**What to do:**
Tally the lines in the entries below where the string "Briar" occurs. Reply with the total alone.

**Entries provided:**
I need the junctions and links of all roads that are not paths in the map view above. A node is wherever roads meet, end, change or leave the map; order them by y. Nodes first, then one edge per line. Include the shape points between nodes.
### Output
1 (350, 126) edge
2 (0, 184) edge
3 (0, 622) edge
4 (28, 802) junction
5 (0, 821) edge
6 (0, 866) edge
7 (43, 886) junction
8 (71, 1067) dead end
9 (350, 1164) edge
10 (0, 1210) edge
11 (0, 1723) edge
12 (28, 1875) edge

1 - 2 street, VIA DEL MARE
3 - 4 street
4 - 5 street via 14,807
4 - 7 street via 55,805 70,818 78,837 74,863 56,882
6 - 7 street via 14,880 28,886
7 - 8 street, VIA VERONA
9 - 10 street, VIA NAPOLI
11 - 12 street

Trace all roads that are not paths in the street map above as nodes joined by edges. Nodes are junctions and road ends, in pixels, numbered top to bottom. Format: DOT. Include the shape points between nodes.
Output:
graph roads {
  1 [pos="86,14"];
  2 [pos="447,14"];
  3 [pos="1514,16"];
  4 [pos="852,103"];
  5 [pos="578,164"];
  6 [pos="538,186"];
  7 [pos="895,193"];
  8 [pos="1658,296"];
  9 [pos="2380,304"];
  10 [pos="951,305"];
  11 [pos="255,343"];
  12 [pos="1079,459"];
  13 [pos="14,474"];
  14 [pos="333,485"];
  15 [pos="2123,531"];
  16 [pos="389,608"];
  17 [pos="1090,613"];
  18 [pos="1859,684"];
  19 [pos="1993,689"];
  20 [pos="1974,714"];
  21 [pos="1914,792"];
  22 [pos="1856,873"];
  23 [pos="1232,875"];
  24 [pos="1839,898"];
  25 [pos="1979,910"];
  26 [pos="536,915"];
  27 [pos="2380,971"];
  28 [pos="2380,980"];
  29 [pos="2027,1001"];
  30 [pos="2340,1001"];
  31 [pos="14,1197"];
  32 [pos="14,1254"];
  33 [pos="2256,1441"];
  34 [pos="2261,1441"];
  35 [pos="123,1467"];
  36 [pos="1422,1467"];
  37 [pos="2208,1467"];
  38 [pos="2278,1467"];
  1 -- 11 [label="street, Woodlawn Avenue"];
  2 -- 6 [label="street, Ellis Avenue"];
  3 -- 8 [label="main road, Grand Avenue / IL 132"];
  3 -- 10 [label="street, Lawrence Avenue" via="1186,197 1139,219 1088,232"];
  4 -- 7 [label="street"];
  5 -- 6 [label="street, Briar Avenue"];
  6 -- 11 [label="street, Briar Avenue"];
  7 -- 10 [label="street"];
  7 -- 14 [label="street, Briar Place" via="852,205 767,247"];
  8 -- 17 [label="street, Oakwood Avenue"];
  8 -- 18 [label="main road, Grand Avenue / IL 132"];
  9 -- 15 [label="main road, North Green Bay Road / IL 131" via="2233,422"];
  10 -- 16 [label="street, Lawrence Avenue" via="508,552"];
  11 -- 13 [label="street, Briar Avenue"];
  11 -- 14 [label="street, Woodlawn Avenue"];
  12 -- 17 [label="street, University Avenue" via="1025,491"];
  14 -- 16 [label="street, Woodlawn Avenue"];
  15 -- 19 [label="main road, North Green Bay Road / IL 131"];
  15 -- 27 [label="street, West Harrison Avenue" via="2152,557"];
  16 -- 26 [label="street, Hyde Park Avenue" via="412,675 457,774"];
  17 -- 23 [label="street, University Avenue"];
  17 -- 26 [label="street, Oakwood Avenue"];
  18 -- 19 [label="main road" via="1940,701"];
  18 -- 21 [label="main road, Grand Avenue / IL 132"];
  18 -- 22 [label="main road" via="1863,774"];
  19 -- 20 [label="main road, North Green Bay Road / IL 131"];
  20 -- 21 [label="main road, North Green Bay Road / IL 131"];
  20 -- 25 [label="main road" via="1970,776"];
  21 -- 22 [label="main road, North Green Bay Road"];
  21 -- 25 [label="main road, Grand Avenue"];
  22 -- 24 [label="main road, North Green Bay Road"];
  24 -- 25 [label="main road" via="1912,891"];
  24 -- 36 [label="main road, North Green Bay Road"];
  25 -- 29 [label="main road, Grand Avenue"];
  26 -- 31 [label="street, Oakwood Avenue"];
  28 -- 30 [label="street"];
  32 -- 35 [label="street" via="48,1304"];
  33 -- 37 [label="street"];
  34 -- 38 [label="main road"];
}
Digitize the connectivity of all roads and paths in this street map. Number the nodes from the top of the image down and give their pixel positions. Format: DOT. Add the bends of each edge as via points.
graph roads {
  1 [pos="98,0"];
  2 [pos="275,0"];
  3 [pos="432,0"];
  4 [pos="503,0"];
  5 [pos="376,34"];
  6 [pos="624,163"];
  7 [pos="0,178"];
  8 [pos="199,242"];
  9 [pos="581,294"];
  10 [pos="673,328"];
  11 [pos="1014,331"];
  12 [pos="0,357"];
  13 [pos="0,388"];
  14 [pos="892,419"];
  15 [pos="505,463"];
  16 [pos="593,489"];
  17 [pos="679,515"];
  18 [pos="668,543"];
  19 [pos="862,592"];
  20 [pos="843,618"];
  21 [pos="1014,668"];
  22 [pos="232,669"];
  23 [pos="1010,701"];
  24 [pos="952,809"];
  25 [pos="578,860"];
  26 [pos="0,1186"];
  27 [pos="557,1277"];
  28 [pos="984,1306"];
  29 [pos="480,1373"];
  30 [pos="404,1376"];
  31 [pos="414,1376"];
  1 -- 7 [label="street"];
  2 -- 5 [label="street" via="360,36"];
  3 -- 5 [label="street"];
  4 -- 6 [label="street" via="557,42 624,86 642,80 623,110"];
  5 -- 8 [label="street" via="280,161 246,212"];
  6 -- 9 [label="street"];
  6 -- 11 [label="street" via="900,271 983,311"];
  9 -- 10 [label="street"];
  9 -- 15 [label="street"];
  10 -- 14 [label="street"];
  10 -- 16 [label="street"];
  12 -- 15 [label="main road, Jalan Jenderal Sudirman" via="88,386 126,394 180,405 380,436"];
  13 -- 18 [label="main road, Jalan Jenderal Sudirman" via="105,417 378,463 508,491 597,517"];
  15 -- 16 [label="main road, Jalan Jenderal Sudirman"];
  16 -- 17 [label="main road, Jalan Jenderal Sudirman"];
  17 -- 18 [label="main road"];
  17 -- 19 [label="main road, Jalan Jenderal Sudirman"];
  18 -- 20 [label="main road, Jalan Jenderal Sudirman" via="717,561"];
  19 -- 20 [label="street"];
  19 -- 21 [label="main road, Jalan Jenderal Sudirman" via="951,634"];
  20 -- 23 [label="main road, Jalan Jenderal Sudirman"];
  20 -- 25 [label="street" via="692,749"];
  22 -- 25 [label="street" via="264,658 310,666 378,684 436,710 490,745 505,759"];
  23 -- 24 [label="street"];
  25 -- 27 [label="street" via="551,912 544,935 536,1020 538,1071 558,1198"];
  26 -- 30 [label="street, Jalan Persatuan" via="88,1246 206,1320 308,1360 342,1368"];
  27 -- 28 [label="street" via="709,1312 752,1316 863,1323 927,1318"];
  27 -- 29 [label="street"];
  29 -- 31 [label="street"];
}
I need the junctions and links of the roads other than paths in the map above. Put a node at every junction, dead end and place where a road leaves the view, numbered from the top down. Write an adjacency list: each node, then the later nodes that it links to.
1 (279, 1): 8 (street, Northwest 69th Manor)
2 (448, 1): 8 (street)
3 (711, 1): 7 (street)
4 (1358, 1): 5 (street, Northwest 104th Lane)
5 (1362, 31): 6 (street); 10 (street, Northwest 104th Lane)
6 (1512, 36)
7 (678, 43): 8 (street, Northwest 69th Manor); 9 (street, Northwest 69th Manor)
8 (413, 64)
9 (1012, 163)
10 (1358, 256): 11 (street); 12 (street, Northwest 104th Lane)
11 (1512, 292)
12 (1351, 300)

**Result of the exercise:**
4